The primary objective of the present study was to produce metal complexes of H 4 DAP ligand (N,N'-((pyridine-2,6-diylbis(azanediyl))bis(carbonothioyl))dibenzamide) derived from 2,6-diaminopyridine and benzoyl isothiocyanate with either ML or M 2 L stoichiometry. There are three distinct coordination complexes obtained with the formulas [Co(H 2 DAP)]·H 2 O, [Ni 2 (H 2 DAP)Cl 2 (H 2 O) 2 ]·H 2 O, and [Cu(H 4 DAP)Cl 2 ]·3H 2 O. The confirmation of the structures of all derivatives was achieved through the utilization of several analytical techniques, including FT-IR, UV–Vis, NMR, GC–MS, PXRD, SEM, TEM analysis, and QM calculations.

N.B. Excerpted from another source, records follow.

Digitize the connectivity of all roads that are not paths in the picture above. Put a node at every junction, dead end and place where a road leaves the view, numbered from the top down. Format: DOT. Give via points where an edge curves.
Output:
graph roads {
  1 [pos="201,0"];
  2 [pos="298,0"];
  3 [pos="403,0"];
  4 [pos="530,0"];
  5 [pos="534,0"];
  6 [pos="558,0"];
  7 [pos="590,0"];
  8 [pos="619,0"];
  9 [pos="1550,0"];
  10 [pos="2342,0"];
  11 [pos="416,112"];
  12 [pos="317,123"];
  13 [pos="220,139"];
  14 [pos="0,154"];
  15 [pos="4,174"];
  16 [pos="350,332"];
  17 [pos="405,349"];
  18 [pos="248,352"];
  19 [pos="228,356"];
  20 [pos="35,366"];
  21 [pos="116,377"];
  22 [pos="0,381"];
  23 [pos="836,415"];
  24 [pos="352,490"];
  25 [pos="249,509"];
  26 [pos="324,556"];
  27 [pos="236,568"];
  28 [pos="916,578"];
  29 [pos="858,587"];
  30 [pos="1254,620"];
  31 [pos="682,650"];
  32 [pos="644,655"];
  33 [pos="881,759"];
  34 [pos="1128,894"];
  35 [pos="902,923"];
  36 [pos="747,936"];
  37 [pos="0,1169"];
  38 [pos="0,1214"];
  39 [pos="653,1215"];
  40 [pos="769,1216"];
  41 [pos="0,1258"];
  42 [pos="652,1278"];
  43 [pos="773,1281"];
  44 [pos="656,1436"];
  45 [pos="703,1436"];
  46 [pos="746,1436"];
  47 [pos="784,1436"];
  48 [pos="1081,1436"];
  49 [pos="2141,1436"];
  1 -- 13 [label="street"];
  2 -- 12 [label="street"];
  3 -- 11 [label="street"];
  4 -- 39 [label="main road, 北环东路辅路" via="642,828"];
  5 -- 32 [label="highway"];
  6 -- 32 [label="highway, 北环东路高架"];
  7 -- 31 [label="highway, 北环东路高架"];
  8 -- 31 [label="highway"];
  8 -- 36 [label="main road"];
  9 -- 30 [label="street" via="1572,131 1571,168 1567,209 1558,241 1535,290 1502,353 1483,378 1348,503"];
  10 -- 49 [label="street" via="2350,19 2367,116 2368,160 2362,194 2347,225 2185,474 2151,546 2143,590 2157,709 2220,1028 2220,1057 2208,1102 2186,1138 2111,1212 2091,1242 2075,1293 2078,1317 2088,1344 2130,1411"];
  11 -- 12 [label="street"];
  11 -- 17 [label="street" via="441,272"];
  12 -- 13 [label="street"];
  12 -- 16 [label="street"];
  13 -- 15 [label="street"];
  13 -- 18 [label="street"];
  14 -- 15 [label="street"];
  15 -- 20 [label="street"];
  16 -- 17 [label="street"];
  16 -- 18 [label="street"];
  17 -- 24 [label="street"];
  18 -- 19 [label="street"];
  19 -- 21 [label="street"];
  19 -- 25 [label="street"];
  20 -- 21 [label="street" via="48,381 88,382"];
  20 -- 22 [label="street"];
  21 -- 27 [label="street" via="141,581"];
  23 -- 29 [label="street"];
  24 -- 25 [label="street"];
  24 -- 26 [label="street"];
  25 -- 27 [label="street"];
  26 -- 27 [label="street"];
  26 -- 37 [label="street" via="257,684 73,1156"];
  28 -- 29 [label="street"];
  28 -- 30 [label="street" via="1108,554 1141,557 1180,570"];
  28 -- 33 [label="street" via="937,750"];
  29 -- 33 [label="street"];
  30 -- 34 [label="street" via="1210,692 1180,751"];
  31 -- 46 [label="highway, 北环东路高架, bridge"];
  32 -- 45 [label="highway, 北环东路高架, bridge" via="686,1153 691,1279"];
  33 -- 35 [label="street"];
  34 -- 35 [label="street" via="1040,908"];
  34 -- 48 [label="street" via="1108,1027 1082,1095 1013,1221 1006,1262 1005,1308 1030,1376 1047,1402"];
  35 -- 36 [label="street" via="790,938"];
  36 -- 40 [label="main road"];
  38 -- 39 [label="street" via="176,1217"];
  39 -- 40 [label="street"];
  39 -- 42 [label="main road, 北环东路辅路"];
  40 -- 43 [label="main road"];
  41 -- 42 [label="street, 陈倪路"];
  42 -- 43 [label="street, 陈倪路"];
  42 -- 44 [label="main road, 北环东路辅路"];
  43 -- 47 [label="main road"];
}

Aiming to analyze various noncovalent interactions, topological methods such as QTAIM, NCI, ELF, and LOL were performed. Furthermore, the capacity of metal–ligand binding was examined by fluorescence emission spectroscopy. An in vitro investigation showed that the viability of MDA-MB-231 and HepG-2 cells was lower when exposed to the manufactured Cu 2+ complex, in comparison to the normal cis-platin medication. The compounds were further evaluated for their in vitro antibacterial activity. The Ni 2+ complex has shown promising activity against all tested pathogens, comparable to the reference drugs Gentamycin and Ketoconazole. Furthermore, a computational docking investigation was conducted to further examine the orientation, interaction, and conformation of the recently created compounds on the active site of the Bcl-2 protein.